[Cryptography] distrusted root CA: WoSign

Ben Laurie ben at links.org
Sun Oct 2 13:43:28 EDT 2016


On 2 October 2016 at 05:35, Peter Gutmann <pgut001 at cs.auckland.ac.nz> wrote:
> John Denker <jsd at av8n.com> writes:
>
>>We *do* have choices.  There are a *lot* of things that could be done better,
>>without dropping off the grid.
>
> It depends on who you mean by "we".  When I said "we" I meant the end user,
> you, me, everyone around you.  We have no choice.  We have to take what the
> browser vendors give us, which in turn is what the CA/B Forum wants us to
> have, and their response to the ongoing failure of PKI [0] is to give us more
> PKI.
>
>>FWIW https://letsencrypt.org/ is issuing free certificates, which seems like
>>a major departure from the status quo ante.
>
> That's just fixing a problem that was created by the browser vendors in the
> first place, the fact that the browsers are set up so that you need to ask a
> CA for permission to use encryption.  They could have done the same thing
> years ago by allowing anon-DH.

anon-DH is not the same thing.

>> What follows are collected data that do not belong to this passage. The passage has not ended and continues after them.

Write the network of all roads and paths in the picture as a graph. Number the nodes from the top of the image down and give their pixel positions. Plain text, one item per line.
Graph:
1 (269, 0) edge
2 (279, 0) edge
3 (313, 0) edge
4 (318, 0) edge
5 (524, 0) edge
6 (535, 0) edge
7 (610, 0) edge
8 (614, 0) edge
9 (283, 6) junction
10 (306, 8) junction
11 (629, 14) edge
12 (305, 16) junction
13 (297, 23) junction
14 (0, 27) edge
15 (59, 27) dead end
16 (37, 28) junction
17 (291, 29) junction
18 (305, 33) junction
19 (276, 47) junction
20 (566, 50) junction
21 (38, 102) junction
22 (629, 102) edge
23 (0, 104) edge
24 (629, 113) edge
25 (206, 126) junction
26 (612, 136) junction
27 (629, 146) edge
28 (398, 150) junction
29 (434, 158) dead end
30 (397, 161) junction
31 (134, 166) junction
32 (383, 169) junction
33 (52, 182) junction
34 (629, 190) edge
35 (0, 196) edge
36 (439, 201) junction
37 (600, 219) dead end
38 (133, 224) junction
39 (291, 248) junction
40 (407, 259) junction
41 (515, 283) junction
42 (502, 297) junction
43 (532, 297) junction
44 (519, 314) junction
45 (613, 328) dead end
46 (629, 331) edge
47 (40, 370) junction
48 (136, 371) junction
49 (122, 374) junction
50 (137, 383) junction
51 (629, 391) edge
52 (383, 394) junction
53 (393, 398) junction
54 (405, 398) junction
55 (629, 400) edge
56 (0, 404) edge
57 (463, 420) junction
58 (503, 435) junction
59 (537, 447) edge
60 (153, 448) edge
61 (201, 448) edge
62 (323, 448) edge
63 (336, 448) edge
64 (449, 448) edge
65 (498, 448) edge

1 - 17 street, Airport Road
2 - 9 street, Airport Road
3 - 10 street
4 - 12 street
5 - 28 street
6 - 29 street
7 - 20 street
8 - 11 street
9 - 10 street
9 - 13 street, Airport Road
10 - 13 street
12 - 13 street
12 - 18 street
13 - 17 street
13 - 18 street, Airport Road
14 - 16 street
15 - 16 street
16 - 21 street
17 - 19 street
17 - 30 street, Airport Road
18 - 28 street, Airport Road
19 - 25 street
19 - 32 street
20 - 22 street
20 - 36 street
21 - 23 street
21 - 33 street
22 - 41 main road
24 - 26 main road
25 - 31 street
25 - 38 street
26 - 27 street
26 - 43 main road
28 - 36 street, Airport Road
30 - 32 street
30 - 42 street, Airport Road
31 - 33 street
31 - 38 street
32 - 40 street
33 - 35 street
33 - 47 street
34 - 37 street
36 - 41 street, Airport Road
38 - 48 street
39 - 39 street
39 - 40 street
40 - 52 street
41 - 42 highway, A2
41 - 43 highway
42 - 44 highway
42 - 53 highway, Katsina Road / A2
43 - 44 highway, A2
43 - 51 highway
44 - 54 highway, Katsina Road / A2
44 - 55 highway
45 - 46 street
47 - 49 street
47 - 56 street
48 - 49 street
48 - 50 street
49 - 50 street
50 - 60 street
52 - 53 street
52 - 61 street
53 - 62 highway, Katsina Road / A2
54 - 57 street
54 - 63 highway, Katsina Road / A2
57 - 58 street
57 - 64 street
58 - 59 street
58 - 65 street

Not saying browsers should not have
allowed it, but clearly it has different properties - in particular,
revocation is impossible.

> Even then, as Jerry Leichter pointed out in a previous message, they're still
> requiring you to ask a CA to use encryption, they've just acted, years too
> late, to blunt the most obvious criticism.  Ever tried to set up TLS on a non-
> public-Internet network (RFC 1918 or whatever)?  You basically can't, unless
> you use your own software on both the client and server.  Browsers just don't
> work there, because needing to ask a CA for permission to encrypt is hardwired
> into them.

I am confused by this claim: you can add your own roots to browsers...

> Peter.
>
> [0] Now I know some people are going to claim PKI isn't a failure, and to some
>     extent that's correct, since there was never any mission statement for PKI
>     beyond "you asked for PKI, here is some" it's not really possible to say
>     it's failed.  Or succeeded.  Or anything really.  However given that twenty
>     years of evidence indicates it has no effect on phishing, malware, or much
>     of anything else that you'd sort of expect it to deal with, I'm going to
>     say it's been a failure.

The problem PKI demonstrably does solve is that when I connect to
google.com (or a host of other well-know domains) I really am
connecting to them.

I don't know why you'd expect it to solve phishing - that is to do
with linking identity to domain names, something the PKI doesn't
really claim to do (well, maybe EV, but studies show that isn't a
great success). Or malware, which seems like an entirely orthogonal
problem.

Of course, it is easy to claim that PKI should be "sort of expected"
to solve these problems - but in the absence of any plausible proposal
to solve them, I call bullshit. I "sort of expect" you to solve these
problems, but you demonstrably have not. Nor even proposed a viable
way to do so.

Don't get me wrong: I would love these problems to be solved, but I
don't know how (well, I think transparency helps :-). Complaining that
various things don't do it is not really progress.